GOAL OF THE EXERCISE: Pull every line containing the word "paths" out of the material below.

RECORDS TO USE:
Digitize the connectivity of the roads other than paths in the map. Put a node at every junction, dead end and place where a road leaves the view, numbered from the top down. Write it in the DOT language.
==
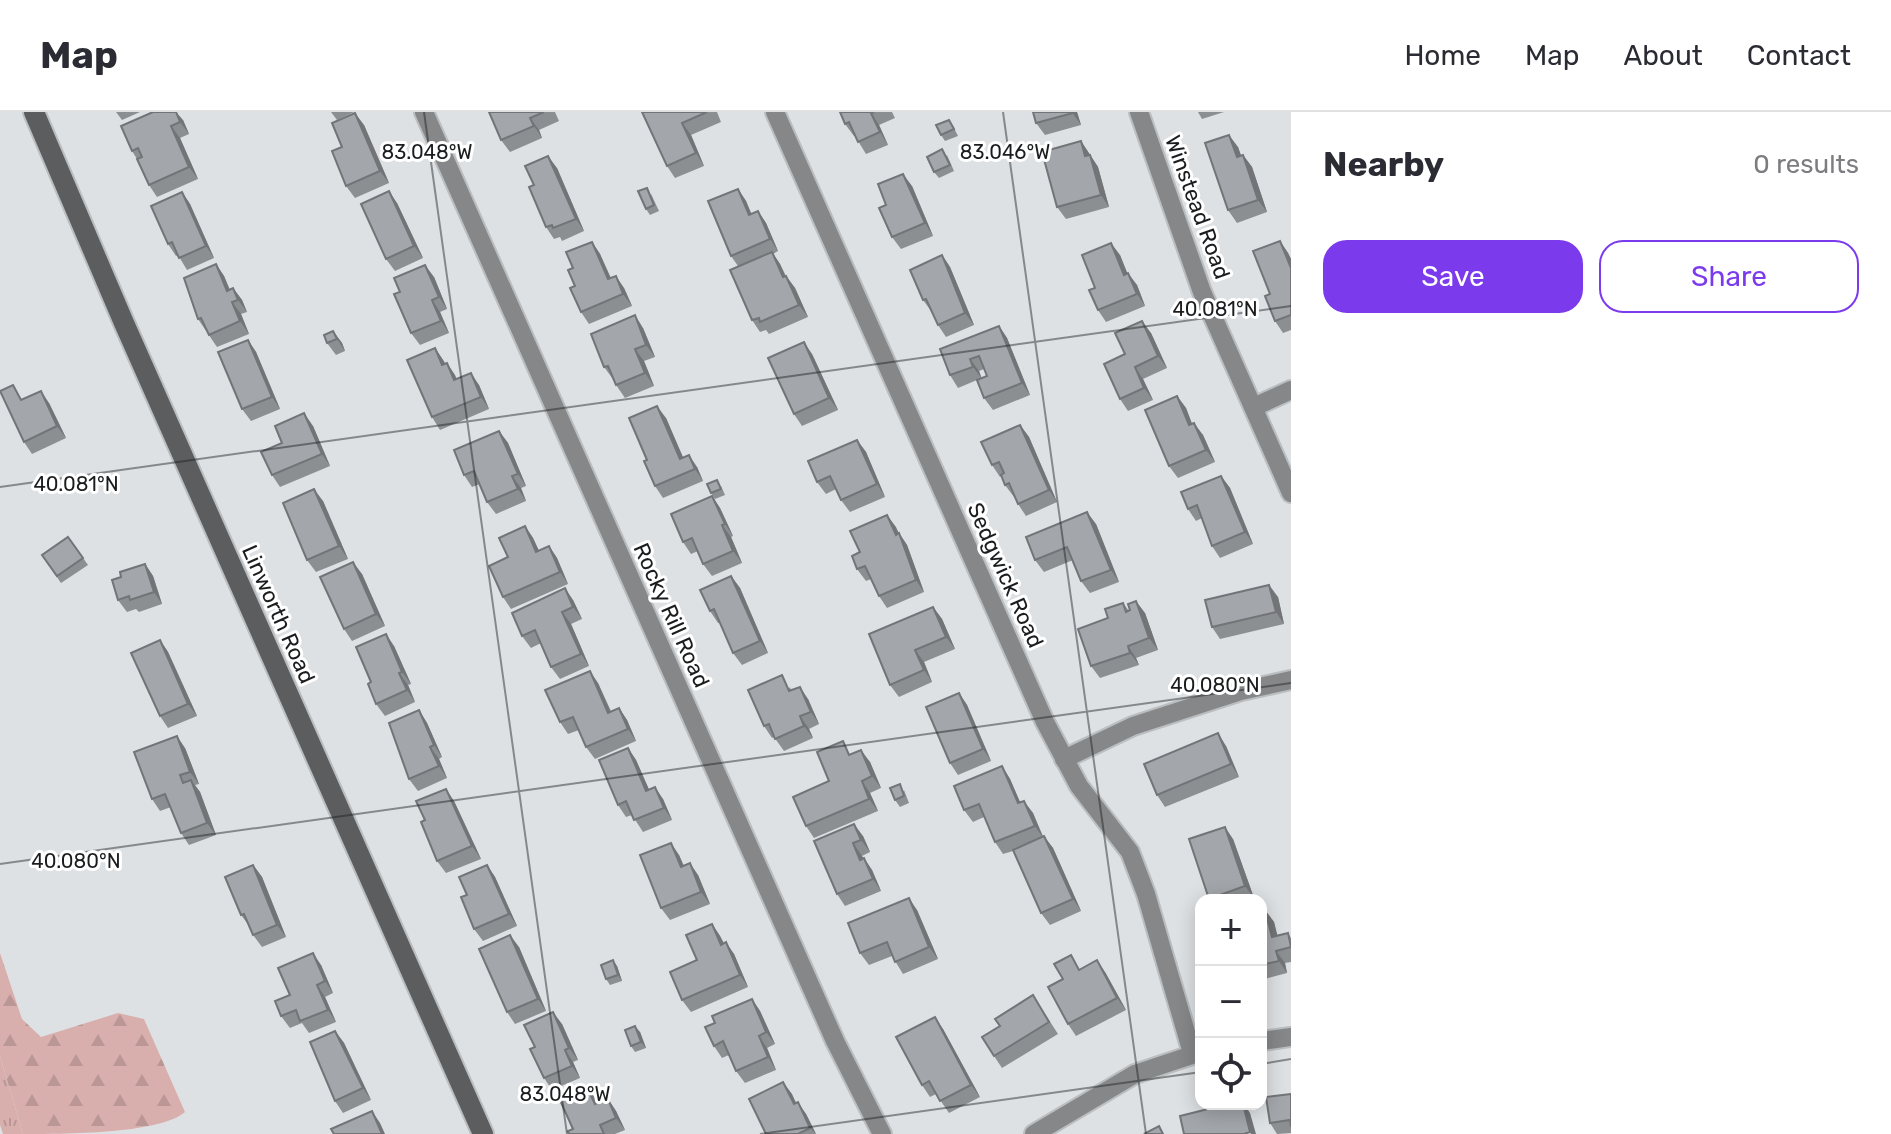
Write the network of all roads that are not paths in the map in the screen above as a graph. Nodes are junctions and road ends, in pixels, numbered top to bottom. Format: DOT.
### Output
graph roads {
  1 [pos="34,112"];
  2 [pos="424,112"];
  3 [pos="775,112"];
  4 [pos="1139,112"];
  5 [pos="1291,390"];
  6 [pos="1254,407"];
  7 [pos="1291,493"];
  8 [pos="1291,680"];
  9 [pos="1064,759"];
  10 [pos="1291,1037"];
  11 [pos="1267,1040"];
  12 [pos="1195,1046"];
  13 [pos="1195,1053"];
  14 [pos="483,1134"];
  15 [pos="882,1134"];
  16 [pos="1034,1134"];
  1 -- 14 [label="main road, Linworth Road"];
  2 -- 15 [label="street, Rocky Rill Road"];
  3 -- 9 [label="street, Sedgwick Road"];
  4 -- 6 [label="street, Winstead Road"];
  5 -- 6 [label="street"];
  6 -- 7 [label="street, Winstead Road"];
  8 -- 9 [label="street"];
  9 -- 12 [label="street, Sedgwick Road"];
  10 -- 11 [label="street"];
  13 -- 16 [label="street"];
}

YOUR RESPONSE:
Digitize the connectivity of the roads other than paths in the map. Put a node at every junction, dead end and place where a road leaves the view, numbered from the top down. Write it in the DOT language.
Write the network of all roads that are not paths in the map in the screen above as a graph. Nodes are junctions and road ends, in pixels, numbered top to bottom. Format: DOT.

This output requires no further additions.